● **Exercise aim**
Copy each line of the material beneath that holds the word "Gayathri".

● **Records shown**
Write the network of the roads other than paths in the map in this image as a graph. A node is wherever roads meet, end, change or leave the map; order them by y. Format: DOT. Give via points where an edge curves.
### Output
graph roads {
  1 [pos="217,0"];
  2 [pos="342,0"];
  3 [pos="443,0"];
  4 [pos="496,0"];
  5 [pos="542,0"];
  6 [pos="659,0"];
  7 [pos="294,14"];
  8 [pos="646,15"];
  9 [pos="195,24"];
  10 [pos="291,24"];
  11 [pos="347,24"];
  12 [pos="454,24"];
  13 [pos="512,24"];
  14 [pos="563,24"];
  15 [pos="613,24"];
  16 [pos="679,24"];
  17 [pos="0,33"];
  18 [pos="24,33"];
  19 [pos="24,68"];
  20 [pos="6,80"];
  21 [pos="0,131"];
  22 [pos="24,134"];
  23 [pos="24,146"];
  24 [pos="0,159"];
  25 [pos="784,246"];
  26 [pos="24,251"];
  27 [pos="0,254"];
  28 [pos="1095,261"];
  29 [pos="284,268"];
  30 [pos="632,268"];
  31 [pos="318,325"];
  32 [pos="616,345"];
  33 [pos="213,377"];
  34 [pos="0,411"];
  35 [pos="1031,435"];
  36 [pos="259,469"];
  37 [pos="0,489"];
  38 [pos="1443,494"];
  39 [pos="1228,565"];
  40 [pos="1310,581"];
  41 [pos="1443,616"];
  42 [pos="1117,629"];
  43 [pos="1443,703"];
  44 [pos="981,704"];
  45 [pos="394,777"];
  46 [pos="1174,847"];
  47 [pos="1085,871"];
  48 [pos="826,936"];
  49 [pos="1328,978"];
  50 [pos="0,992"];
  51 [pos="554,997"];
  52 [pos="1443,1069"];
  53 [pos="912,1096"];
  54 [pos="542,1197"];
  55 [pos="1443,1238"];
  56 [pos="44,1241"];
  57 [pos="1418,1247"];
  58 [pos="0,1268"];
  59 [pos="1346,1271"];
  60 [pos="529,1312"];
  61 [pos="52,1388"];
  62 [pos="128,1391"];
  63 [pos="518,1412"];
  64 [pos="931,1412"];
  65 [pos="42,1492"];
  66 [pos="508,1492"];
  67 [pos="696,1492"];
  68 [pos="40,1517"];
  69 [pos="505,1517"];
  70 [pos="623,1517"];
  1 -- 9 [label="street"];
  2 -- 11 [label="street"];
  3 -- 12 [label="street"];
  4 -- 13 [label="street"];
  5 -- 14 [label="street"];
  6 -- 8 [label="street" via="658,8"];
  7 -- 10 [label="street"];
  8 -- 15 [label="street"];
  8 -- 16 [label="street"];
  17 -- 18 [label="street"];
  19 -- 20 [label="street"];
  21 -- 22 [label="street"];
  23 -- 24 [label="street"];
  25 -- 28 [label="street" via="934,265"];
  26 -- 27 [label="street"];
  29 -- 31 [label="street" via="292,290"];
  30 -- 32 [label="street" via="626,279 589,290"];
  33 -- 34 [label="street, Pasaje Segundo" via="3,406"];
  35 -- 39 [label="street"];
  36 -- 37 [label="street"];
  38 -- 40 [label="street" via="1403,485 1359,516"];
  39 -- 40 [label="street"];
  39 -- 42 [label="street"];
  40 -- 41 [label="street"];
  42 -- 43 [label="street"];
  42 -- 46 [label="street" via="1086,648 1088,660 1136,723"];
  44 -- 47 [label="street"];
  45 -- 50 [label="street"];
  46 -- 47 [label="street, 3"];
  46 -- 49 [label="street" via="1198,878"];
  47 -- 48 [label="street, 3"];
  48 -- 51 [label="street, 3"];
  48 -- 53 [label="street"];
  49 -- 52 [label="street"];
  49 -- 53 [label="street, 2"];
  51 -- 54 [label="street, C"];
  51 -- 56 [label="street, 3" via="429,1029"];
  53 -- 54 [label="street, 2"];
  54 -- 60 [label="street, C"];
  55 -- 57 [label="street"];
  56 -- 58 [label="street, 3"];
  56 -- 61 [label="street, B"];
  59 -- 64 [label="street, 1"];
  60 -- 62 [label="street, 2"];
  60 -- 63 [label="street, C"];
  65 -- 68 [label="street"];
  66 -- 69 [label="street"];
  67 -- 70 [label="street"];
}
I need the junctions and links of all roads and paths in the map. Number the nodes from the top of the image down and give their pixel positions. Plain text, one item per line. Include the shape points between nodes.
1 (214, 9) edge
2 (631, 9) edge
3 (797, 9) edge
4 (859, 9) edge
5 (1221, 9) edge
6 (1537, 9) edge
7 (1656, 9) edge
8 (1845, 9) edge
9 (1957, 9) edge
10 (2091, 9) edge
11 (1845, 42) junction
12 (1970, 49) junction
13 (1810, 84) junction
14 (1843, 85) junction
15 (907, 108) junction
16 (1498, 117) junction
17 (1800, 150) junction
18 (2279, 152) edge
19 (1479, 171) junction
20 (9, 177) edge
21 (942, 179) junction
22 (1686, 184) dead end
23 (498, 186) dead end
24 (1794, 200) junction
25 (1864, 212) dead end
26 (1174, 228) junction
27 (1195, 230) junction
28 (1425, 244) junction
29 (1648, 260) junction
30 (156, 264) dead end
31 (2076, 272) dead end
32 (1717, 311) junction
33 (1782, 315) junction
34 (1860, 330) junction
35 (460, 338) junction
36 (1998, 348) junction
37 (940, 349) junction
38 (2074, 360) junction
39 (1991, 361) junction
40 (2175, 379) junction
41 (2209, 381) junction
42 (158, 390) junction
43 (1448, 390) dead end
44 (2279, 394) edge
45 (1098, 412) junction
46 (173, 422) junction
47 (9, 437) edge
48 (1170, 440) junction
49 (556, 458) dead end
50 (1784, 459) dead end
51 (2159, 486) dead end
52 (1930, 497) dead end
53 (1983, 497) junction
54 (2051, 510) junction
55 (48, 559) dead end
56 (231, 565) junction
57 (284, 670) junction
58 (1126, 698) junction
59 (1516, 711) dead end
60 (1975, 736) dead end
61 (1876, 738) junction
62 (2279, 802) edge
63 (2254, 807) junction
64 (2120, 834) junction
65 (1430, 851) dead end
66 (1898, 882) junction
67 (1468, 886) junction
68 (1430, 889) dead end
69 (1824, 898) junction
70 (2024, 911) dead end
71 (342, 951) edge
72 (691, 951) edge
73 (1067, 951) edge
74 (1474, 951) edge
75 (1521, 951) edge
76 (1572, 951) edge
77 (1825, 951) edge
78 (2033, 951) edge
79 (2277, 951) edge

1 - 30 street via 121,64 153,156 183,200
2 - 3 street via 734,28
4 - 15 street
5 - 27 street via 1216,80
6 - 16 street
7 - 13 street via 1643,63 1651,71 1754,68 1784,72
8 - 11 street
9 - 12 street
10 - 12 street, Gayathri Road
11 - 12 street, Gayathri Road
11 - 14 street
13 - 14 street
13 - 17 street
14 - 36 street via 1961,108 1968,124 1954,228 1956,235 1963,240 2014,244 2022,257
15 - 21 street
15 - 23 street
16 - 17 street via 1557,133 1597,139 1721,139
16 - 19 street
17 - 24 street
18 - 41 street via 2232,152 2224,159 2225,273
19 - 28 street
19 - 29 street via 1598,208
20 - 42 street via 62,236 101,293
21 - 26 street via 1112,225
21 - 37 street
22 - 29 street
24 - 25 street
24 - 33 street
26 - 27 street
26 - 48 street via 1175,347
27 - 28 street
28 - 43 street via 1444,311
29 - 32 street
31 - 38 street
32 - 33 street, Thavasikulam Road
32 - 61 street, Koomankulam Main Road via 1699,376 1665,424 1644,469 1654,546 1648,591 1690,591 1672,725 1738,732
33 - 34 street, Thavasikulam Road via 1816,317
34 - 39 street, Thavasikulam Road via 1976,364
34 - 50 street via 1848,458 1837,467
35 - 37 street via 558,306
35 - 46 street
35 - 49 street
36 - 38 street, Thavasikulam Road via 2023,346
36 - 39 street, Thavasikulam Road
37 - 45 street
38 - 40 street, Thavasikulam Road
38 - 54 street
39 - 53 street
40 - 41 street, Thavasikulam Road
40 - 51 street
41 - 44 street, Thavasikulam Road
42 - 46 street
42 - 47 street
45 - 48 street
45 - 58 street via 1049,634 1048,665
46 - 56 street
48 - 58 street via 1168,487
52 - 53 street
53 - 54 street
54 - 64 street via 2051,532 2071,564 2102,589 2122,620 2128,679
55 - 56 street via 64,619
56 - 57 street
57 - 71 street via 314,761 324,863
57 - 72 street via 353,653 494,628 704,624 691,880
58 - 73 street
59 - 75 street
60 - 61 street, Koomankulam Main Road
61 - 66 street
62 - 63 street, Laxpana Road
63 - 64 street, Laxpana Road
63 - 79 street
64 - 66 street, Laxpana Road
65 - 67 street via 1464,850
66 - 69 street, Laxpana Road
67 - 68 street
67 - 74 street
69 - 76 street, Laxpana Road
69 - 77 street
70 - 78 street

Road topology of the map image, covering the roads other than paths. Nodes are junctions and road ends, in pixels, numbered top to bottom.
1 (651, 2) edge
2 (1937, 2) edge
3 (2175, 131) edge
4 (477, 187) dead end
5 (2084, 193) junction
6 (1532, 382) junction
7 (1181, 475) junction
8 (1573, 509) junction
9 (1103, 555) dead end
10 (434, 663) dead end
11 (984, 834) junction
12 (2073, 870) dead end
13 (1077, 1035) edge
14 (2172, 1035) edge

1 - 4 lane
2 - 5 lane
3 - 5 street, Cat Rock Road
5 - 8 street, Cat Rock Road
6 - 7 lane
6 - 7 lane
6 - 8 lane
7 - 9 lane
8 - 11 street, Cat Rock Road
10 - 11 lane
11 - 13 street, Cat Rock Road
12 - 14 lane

● **Expected answer**
10 - 12 street, Gayathri Road
11 - 12 street, Gayathri Road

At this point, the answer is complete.